Speaking during the African Private Sector Dialogue on the AfCFTA in Nairobi on Monday, May 24, President Ruto said that Africa presents an attractive and expansive market for investors seeking new business opportunities.
However, he noted that the lack of efficient transport systems continues to impede investments.
“This has made it costly to do business, thereby reducing the continent’s competitiveness,” he said.
Curse of government projects
With the implementation of President Ruto's economic transformation agenda underway, there is growing concern about pitfalls that often plague government projects such as budget overruns and delays.
By addressing these challenges head-on, Ruto could play a pivotal role in ensuring the success of the ambitious plan.

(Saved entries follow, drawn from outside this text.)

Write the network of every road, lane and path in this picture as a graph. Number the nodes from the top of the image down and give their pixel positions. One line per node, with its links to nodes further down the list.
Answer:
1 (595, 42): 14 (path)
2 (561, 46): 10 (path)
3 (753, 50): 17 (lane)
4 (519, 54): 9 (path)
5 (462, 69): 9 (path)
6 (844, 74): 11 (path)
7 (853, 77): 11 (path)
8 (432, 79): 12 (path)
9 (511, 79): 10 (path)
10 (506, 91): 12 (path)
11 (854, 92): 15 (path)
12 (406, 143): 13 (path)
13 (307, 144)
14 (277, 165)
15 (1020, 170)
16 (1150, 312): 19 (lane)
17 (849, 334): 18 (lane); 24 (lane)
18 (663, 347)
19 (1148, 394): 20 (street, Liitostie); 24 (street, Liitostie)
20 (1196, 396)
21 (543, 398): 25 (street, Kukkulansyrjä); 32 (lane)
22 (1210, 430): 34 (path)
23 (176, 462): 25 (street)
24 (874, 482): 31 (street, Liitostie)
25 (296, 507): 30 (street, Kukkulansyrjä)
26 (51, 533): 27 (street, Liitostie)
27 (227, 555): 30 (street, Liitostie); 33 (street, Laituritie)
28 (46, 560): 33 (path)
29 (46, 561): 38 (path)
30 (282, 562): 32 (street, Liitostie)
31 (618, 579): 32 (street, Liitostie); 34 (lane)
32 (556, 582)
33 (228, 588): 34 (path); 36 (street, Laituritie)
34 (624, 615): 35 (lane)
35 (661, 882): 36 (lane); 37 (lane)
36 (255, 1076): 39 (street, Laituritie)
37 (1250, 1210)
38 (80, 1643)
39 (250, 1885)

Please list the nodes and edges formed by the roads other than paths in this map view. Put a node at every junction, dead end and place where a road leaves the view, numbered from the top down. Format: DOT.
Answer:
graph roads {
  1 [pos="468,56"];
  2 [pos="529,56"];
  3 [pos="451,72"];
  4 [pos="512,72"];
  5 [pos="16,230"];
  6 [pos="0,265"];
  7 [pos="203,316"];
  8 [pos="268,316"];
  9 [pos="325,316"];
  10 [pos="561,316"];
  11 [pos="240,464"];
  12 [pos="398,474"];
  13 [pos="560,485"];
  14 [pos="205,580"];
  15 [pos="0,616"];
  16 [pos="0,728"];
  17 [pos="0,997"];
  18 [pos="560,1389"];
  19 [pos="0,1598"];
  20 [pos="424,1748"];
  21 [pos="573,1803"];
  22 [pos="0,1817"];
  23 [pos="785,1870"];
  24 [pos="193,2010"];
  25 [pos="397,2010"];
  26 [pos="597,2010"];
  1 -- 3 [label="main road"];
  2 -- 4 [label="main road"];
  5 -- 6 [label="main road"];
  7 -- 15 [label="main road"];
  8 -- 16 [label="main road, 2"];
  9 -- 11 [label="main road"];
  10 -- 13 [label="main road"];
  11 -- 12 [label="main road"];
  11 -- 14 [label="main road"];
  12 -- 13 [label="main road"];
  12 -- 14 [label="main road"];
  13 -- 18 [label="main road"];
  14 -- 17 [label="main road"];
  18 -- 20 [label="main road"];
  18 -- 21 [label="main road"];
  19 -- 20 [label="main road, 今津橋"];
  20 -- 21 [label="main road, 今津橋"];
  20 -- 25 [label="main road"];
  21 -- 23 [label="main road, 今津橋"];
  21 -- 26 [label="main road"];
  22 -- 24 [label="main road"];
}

With the allocation of Sh1.3 trillion to road projects in the 2023/2024 fiscal year, President Ruto's infrastructure plan aligns with the objectives of AfCFTA.
This significant investment aims to enhance road infrastructure and promote economic development in Kenya, addressing the need for improved transportation systems and supporting sustainable growth.
READ: Africa's infrastructure investment rebounds amidst challenges
To ensure the success of Ruto's infrastructure plan and avoid the pitfalls of budget overruns and time delays, there is a pressing need for competent project management.
According to Project Management Institute (PMI) Managing Director of Sub-Saharan Africa George Asamani, there is a pressing need for competent and qualified project managers to deliver projects to a high standard, as efficiently and effectively as possible.
"It is abundantly clear that AfCFTA is the cart, and infrastructure will be the horse that pulls it forward. Megaprojects will be crucial to the future of AfCFTA, but the problem is that these projects often go off the rails, either regarding budget or time—or both.
"For AfCFTA to succeed, Africa must engineer a skilling revolution. Never have the stakes been so high to ensure the timely execution of projects," he said.
AfCFTA, the world's largest free trade area agreement, has the potential to revolutionize trade and economic integration within Africa.
Once fully implemented, it is expected to create a trade zone encompassing 55 member states, with a combined gross domestic product of approximately $3.4 trillion USD (Sh470 trillion).
AfCFTA aims to eliminate trade barriers, harmonize trade rules, and foster synergies among African nations, with the goal of boosting intra-African trade.